All of these are ever-changing and imperfect, yet they are exactly what the world would have us sink our hope (and energy and resources) into. And we go along with it.
Want an example? Too often we pour into our kids to such a degree that they become elevated above God – we make them our unhealthy obsessions. We shape our identities around them and put all our expectations (ah – hopes) into them.
Then what happens when they fail? (And they will! We all do at some point!)
Everything we’ve put our heart and souls into feels like it’s been leveled. I know. I’ve been there.
There was this long season in my parenting life that a child of mine failed. He made poor decisions. He got into trouble. His life was NOT going as I had planned.

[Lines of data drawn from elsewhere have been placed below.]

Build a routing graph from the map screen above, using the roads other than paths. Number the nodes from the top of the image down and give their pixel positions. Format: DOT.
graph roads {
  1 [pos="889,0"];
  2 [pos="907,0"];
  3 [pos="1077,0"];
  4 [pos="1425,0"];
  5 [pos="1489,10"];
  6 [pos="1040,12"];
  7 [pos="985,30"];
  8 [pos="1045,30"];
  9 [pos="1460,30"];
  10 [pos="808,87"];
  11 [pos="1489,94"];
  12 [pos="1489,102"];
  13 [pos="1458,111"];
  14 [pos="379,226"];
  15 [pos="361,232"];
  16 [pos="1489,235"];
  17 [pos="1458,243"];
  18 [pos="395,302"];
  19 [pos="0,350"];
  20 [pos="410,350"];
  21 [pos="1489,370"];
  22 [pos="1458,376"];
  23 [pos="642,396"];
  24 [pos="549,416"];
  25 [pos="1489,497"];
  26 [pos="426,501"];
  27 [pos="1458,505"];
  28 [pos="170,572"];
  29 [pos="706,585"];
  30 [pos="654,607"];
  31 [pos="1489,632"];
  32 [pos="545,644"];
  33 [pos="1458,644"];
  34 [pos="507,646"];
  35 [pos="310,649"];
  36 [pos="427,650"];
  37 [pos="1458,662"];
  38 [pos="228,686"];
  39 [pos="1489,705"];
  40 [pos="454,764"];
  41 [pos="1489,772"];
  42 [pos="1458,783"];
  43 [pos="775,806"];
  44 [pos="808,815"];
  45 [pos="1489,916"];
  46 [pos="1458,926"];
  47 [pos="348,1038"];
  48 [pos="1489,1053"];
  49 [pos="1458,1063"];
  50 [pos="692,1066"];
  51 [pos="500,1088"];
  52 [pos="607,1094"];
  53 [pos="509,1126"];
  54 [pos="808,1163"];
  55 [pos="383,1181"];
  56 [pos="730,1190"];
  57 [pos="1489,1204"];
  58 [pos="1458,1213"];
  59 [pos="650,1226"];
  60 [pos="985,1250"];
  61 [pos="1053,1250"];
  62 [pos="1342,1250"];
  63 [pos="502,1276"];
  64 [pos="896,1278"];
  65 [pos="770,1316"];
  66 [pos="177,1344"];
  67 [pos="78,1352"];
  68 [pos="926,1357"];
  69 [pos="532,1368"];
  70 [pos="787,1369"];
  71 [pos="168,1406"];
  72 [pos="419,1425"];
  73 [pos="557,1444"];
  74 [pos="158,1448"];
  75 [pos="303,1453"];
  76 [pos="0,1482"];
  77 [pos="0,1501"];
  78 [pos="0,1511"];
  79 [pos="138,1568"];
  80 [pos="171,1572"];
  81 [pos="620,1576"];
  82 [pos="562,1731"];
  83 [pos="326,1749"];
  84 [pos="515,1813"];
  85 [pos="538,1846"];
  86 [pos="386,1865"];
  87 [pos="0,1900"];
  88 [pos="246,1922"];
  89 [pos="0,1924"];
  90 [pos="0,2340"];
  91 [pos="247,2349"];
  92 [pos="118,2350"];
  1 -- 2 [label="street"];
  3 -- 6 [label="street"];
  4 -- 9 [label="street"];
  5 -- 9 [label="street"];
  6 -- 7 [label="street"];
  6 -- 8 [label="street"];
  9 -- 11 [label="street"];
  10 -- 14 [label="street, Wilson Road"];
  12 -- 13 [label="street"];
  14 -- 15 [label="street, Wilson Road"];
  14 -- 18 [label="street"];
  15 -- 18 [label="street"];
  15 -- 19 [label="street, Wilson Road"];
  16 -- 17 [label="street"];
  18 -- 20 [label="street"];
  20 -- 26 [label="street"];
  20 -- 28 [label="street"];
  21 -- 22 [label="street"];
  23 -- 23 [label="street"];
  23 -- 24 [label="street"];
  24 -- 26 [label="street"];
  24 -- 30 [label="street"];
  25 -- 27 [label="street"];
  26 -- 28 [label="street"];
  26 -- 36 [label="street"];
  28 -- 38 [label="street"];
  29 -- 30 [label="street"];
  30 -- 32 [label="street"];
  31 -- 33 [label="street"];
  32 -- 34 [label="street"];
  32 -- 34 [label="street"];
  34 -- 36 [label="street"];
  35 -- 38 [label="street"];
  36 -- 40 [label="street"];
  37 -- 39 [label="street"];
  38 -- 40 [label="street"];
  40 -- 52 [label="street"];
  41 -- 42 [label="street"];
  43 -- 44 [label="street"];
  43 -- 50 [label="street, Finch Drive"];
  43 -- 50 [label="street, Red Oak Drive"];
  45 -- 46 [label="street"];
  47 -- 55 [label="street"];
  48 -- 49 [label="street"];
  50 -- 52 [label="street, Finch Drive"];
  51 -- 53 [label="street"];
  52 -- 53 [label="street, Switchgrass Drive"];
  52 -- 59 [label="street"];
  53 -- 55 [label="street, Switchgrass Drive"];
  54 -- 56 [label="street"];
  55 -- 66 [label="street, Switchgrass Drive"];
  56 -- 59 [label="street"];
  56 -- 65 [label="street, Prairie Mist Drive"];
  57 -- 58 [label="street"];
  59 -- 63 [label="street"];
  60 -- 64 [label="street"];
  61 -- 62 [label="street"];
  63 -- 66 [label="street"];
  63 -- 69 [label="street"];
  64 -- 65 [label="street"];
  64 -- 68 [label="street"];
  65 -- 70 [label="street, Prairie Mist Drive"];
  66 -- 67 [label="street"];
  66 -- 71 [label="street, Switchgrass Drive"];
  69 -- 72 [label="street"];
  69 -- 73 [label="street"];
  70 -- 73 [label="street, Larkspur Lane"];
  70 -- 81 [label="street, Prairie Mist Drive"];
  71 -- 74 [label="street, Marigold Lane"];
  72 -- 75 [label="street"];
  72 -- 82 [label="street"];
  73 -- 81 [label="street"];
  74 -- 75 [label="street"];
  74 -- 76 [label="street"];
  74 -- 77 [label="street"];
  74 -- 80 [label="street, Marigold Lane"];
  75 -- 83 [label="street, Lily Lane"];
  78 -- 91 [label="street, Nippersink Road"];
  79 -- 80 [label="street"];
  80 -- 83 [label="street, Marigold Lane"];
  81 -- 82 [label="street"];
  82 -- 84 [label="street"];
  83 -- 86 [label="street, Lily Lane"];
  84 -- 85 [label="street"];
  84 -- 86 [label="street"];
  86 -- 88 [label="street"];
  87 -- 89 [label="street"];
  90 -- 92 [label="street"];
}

I crumbled. Absolutely panicked. Fell apart.
Over time God started to show me why I felt so shaken, so desperate. I had put my hope in my son. Not God.
There’s this tension we live in, whether this thing we put our hope into is our children or our career or our financial security. On one hand, we want to be good stewards of what God has given us – we feel responsible (and we should!). But the other end of the continuum of “responsibility” is “obsessiveness or greed.”
That THING (or person) becomes elevated above God.
It takes our time, our energy, our resources…our very being.
The people of Jeremiah’s world had given their time, energy, and their very souls to other gods. Sure, they were wooden idols or golden statues who had strange rites and rituals. But their “gods” and the “idols” we bow down to result in the same: Separation from God.
He’s no longer who we look to first.
He’s no longer our refuge.
He’s no longer the One who reigns in our hearts and minds.
He’s no longer where we place our hope.
It’s a lot to take-in if you’ve never looked at idolatry this way. But I hope you’ll join me in asking God to reveal what idols we hide in our hearts and mind, to show us where we have misplaced our hope.
God is still God. And like any good parent, He wants what is best for us. We have to trust that about Him if we’re ever going to put our hope in Him.
So maybe that’s where we start.
Lord, help us believe You are good, that You are holy and righteous and just. You are good. You are our Father and You want what is good for us. Help us believe that truth. Then teach us what it looks like to put our hope in You instead of the things of this world. In Jesus’ name, Amen.